Task directions: Exclude the pictures and repeat all of the data exactly.

[Dataset entries]
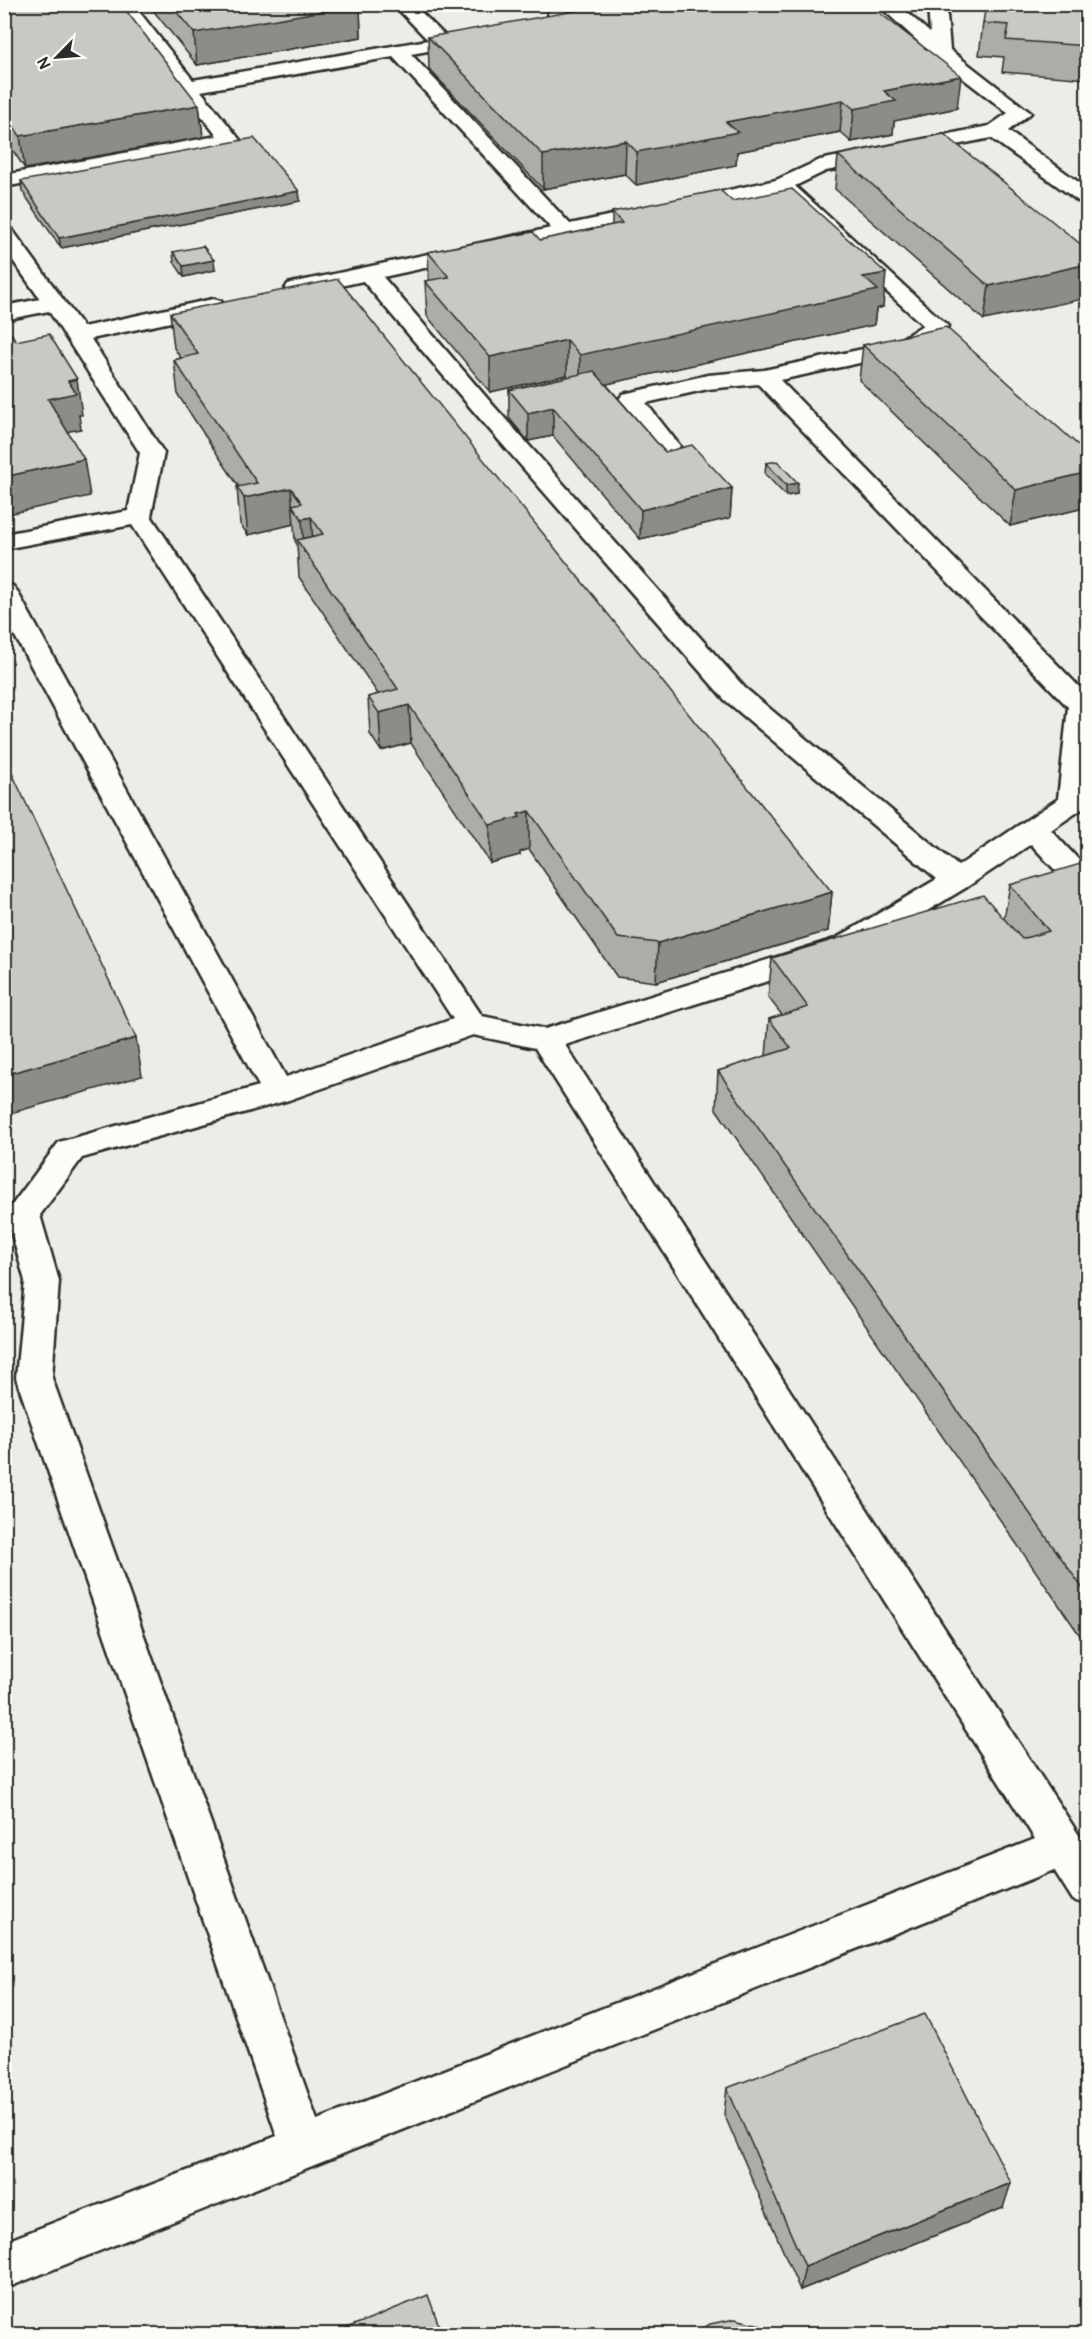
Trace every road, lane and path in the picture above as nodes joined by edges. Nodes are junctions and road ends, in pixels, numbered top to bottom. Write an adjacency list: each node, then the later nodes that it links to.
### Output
1 (123, 4): 9 (lane)
2 (402, 4): 6 (lane)
3 (558, 4): 6 (lane)
4 (886, 4): 8 (lane)
5 (937, 4): 8 (lane)
6 (441, 43): 7 (lane)
7 (398, 51): 9 (lane); 16 (lane)
8 (941, 52): 10 (lane)
9 (189, 87): 11 (lane)
10 (994, 130): 12 (lane); 13 (lane)
11 (4, 181)
12 (1078, 184): 14 (lane)
13 (782, 186): 16 (lane); 23 (lane)
14 (1088, 199)
15 (4, 232): 19 (lane)
16 (567, 233): 17 (lane)
17 (368, 273): 18 (lane); 29 (lane)
18 (276, 293)
19 (54, 303): 21 (lane); 22 (lane)
20 (229, 303): 22 (lane)
21 (4, 313)
22 (77, 335): 25 (lane)
23 (764, 377): 24 (lane); 28 (lane)
24 (668, 446)
25 (139, 516): 26 (lane); 31 (lane)
26 (4, 542)
27 (4, 591): 33 (lane)
28 (1034, 829): 29 (lane); 30 (lane)
29 (957, 880): 32 (lane)
30 (1088, 888)
31 (472, 1024): 32 (lane); 33 (lane)
32 (546, 1040): 34 (lane)
33 (278, 1092): 36 (lane)
34 (1063, 1847): 35 (lane); 36 (lane)
35 (1088, 1886)
36 (304, 2147): 37 (lane)
37 (4, 2266)

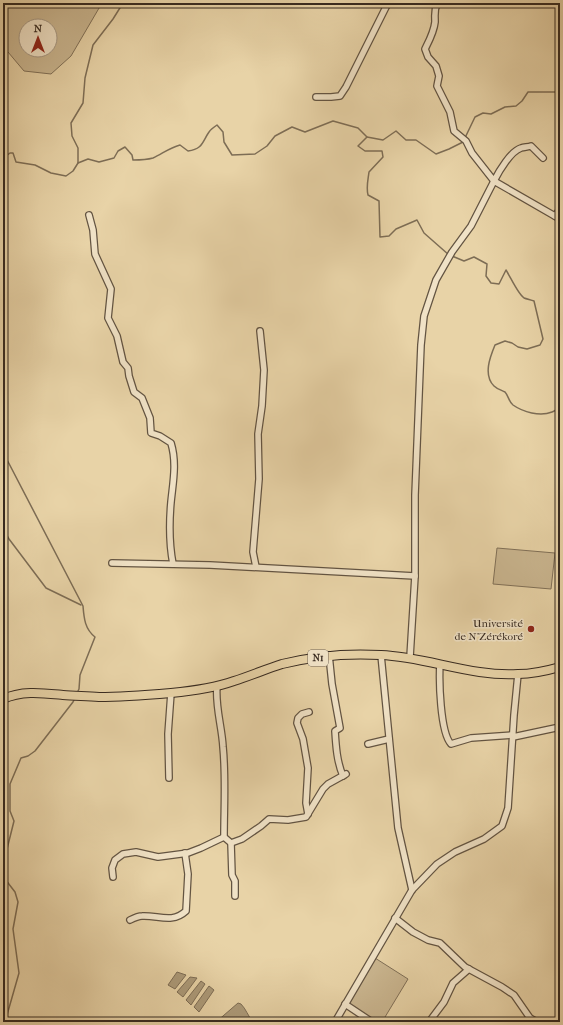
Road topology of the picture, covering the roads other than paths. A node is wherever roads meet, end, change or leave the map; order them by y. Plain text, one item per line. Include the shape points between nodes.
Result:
1 (388, 3) edge
2 (437, 3) edge
3 (316, 97) dead end
4 (542, 158) dead end
5 (494, 181) junction
6 (560, 209) edge
7 (89, 215) dead end
8 (558, 218) edge
9 (260, 331) dead end
10 (112, 563) dead end
11 (174, 564) junction
12 (256, 567) junction
13 (415, 576) junction
14 (381, 654) junction
15 (329, 656) junction
16 (410, 658) junction
17 (440, 664) junction
18 (560, 667) edge
19 (518, 674) junction
20 (217, 686) junction
21 (171, 693) junction
22 (3, 699) edge
23 (309, 712) dead end
24 (560, 727) edge
25 (513, 736) junction
26 (389, 739) junction
27 (368, 744) dead end
28 (169, 778) dead end
29 (308, 814) junction
30 (224, 837) junction
31 (231, 843) junction
32 (185, 853) junction
33 (112, 877) dead end
34 (412, 890) junction
35 (235, 896) dead end
36 (395, 918) junction
37 (130, 920) dead end
38 (469, 969) junction
39 (345, 1004) junction
40 (335, 1022) edge
41 (372, 1022) edge
42 (429, 1022) edge
43 (537, 1022) edge

1 - 3 street via 340,96
2 - 5 street via 431,38 425,49 436,66 439,76 437,86 450,112 454,131 464,139
4 - 5 street via 531,146 520,148 512,153
5 - 8 street
5 - 13 street via 471,226 436,280 424,316 415,494
6 - 8 street
7 - 11 street via 95,254 111,289 108,318 117,336 123,362 128,368 130,384 134,392 142,398 150,418 151,433 171,443 174,453 170,546
9 - 12 street via 264,370 258,434 259,478 252,552
10 - 11 street
11 - 12 street
12 - 13 street
13 - 16 street
14 - 15 main road, N1
14 - 16 main road, N1
14 - 26 street
15 - 20 main road, N1 via 283,664
15 - 29 street via 340,728 335,732 338,766 344,775 323,789
16 - 17 main road, N1
17 - 19 main road, N1 via 497,674
17 - 25 street via 440,695 446,734 451,744 471,738
18 - 19 main road, N1
19 - 25 street
20 - 21 main road, N1
20 - 30 street via 225,768
21 - 22 main road, N1 via 126,696 31,693
21 - 28 street via 168,734
23 - 29 street via 302,714 297,723 304,738 308,768
24 - 25 street
25 - 34 street via 508,808 502,826 484,839 455,852 437,864
26 - 27 street
26 - 34 street via 398,828
29 - 31 street via 306,817 288,820 269,819 242,839
30 - 31 street
30 - 32 street
31 - 35 street
32 - 33 street via 158,857 136,852 123,854 112,868
32 - 37 street via 188,874 186,911 181,916 173,918 142,916
34 - 36 street
36 - 38 street via 413,932 440,943
36 - 39 street
38 - 42 street via 453,983 444,1002
38 - 43 street via 514,995 530,1018
39 - 40 street
39 - 41 street

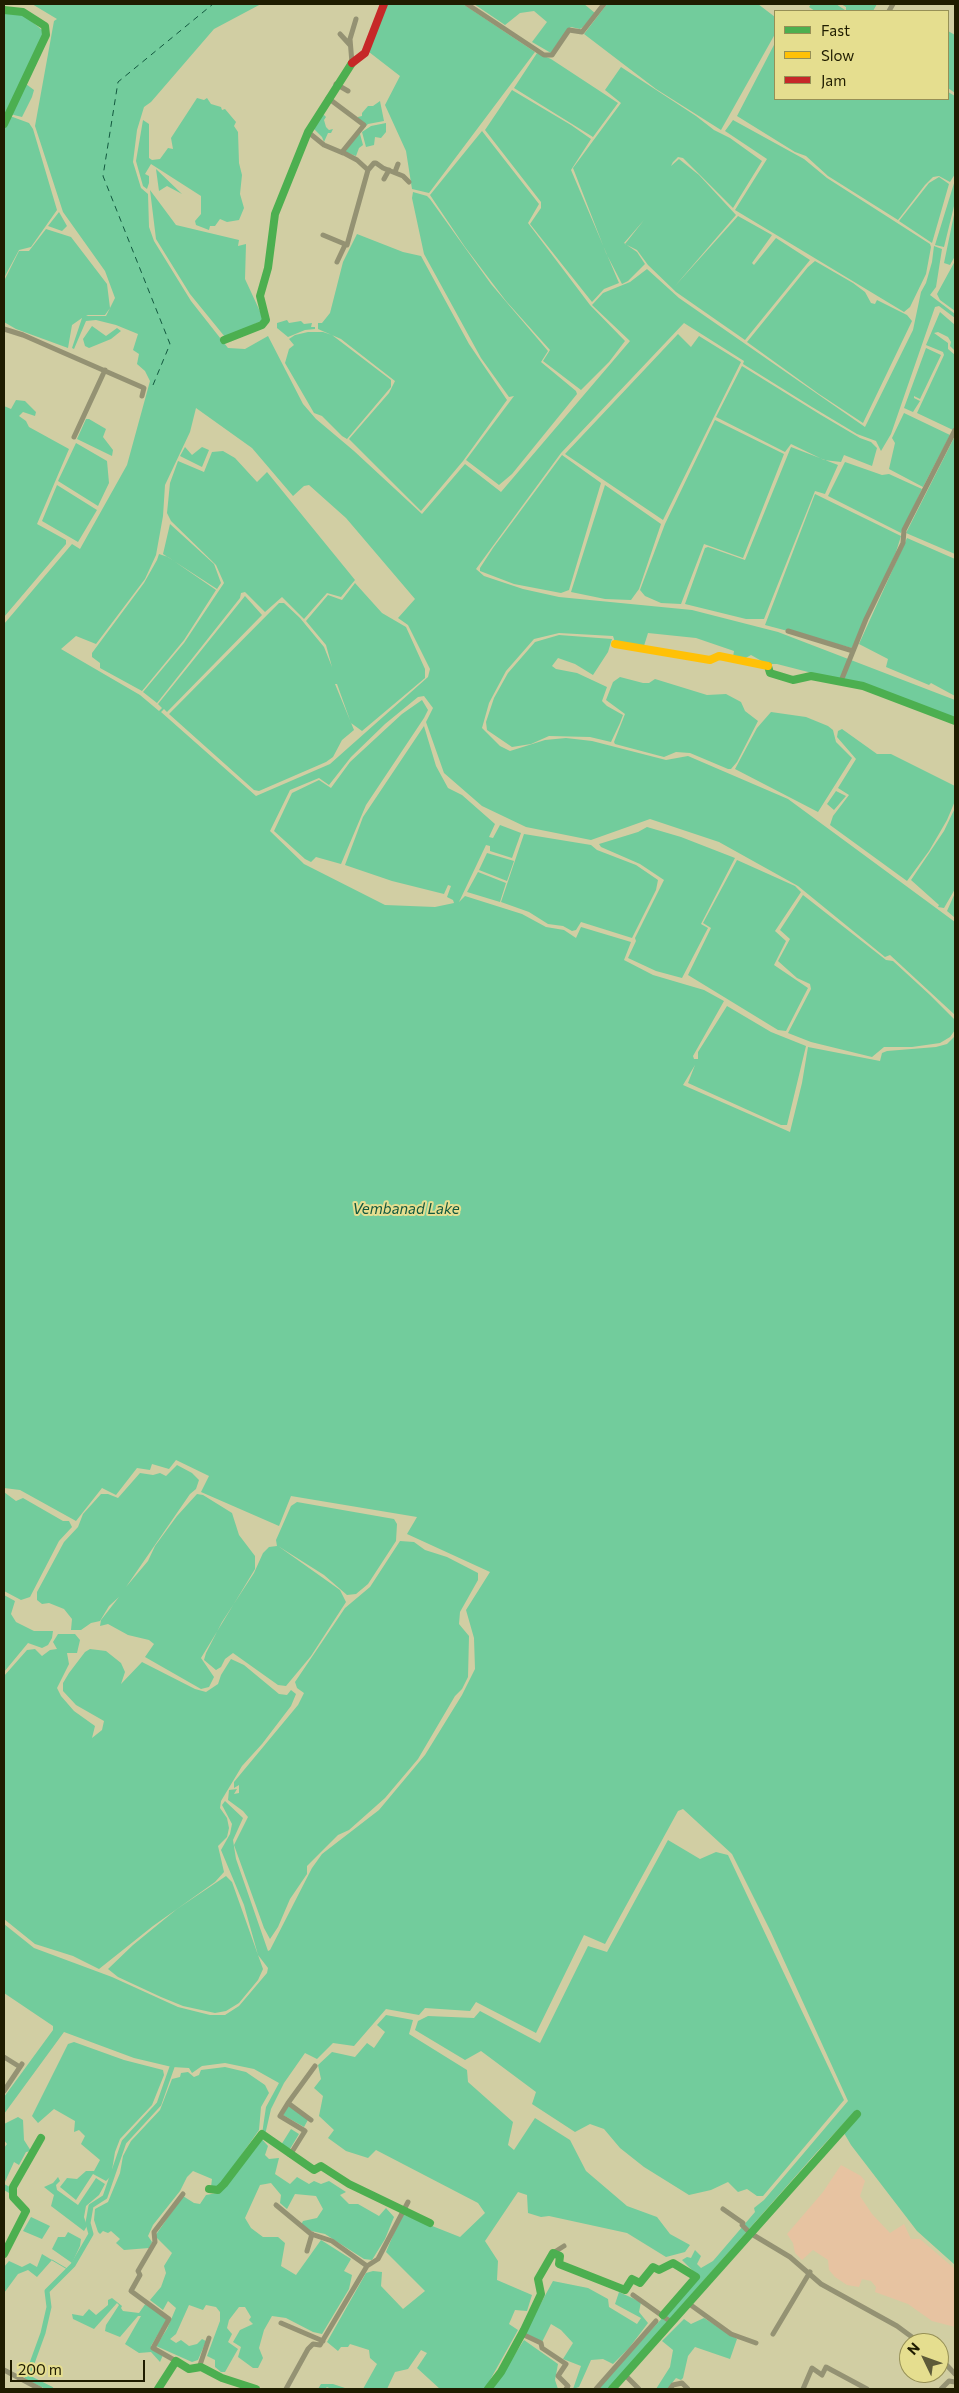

Finished task:
Trace every road, lane and path in the picture above as nodes joined by edges. Nodes are junctions and road ends, in pixels, numbered top to bottom. Write an adjacency list: each node, then the later nodes that it links to.
### Output
1 (123, 4): 9 (lane)
2 (402, 4): 6 (lane)
3 (558, 4): 6 (lane)
4 (886, 4): 8 (lane)
5 (937, 4): 8 (lane)
6 (441, 43): 7 (lane)
7 (398, 51): 9 (lane); 16 (lane)
8 (941, 52): 10 (lane)
9 (189, 87): 11 (lane)
10 (994, 130): 12 (lane); 13 (lane)
11 (4, 181)
12 (1078, 184): 14 (lane)
13 (782, 186): 16 (lane); 23 (lane)
14 (1088, 199)
15 (4, 232): 19 (lane)
16 (567, 233): 17 (lane)
17 (368, 273): 18 (lane); 29 (lane)
18 (276, 293)
19 (54, 303): 21 (lane); 22 (lane)
20 (229, 303): 22 (lane)
21 (4, 313)
22 (77, 335): 25 (lane)
23 (764, 377): 24 (lane); 28 (lane)
24 (668, 446)
25 (139, 516): 26 (lane); 31 (lane)
26 (4, 542)
27 (4, 591): 33 (lane)
28 (1034, 829): 29 (lane); 30 (lane)
29 (957, 880): 32 (lane)
30 (1088, 888)
31 (472, 1024): 32 (lane); 33 (lane)
32 (546, 1040): 34 (lane)
33 (278, 1092): 36 (lane)
34 (1063, 1847): 35 (lane); 36 (lane)
35 (1088, 1886)
36 (304, 2147): 37 (lane)
37 (4, 2266)

Road topology of the picture, covering the roads other than paths. A node is wherever roads meet, end, change or leave the map; order them by y. Plain text, one item per line. Include the shape points between nodes.
Result:
1 (388, 3) edge
2 (437, 3) edge
3 (316, 97) dead end
4 (542, 158) dead end
5 (494, 181) junction
6 (560, 209) edge
7 (89, 215) dead end
8 (558, 218) edge
9 (260, 331) dead end
10 (112, 563) dead end
11 (174, 564) junction
12 (256, 567) junction
13 (415, 576) junction
14 (381, 654) junction
15 (329, 656) junction
16 (410, 658) junction
17 (440, 664) junction
18 (560, 667) edge
19 (518, 674) junction
20 (217, 686) junction
21 (171, 693) junction
22 (3, 699) edge
23 (309, 712) dead end
24 (560, 727) edge
25 (513, 736) junction
26 (389, 739) junction
27 (368, 744) dead end
28 (169, 778) dead end
29 (308, 814) junction
30 (224, 837) junction
31 (231, 843) junction
32 (185, 853) junction
33 (112, 877) dead end
34 (412, 890) junction
35 (235, 896) dead end
36 (395, 918) junction
37 (130, 920) dead end
38 (469, 969) junction
39 (345, 1004) junction
40 (335, 1022) edge
41 (372, 1022) edge
42 (429, 1022) edge
43 (537, 1022) edge

1 - 3 street via 340,96
2 - 5 street via 431,38 425,49 436,66 439,76 437,86 450,112 454,131 464,139
4 - 5 street via 531,146 520,148 512,153
5 - 8 street
5 - 13 street via 471,226 436,280 424,316 415,494
6 - 8 street
7 - 11 street via 95,254 111,289 108,318 117,336 123,362 128,368 130,384 134,392 142,398 150,418 151,433 171,443 174,453 170,546
9 - 12 street via 264,370 258,434 259,478 252,552
10 - 11 street
11 - 12 street
12 - 13 street
13 - 16 street
14 - 15 main road, N1
14 - 16 main road, N1
14 - 26 street
15 - 20 main road, N1 via 283,664
15 - 29 street via 340,728 335,732 338,766 344,775 323,789
16 - 17 main road, N1
17 - 19 main road, N1 via 497,674
17 - 25 street via 440,695 446,734 451,744 471,738
18 - 19 main road, N1
19 - 25 street
20 - 21 main road, N1
20 - 30 street via 225,768
21 - 22 main road, N1 via 126,696 31,693
21 - 28 street via 168,734
23 - 29 street via 302,714 297,723 304,738 308,768
24 - 25 street
25 - 34 street via 508,808 502,826 484,839 455,852 437,864
26 - 27 street
26 - 34 street via 398,828
29 - 31 street via 306,817 288,820 269,819 242,839
30 - 31 street
30 - 32 street
31 - 35 street
32 - 33 street via 158,857 136,852 123,854 112,868
32 - 37 street via 188,874 186,911 181,916 173,918 142,916
34 - 36 street
36 - 38 street via 413,932 440,943
36 - 39 street
38 - 42 street via 453,983 444,1002
38 - 43 street via 514,995 530,1018
39 - 40 street
39 - 41 street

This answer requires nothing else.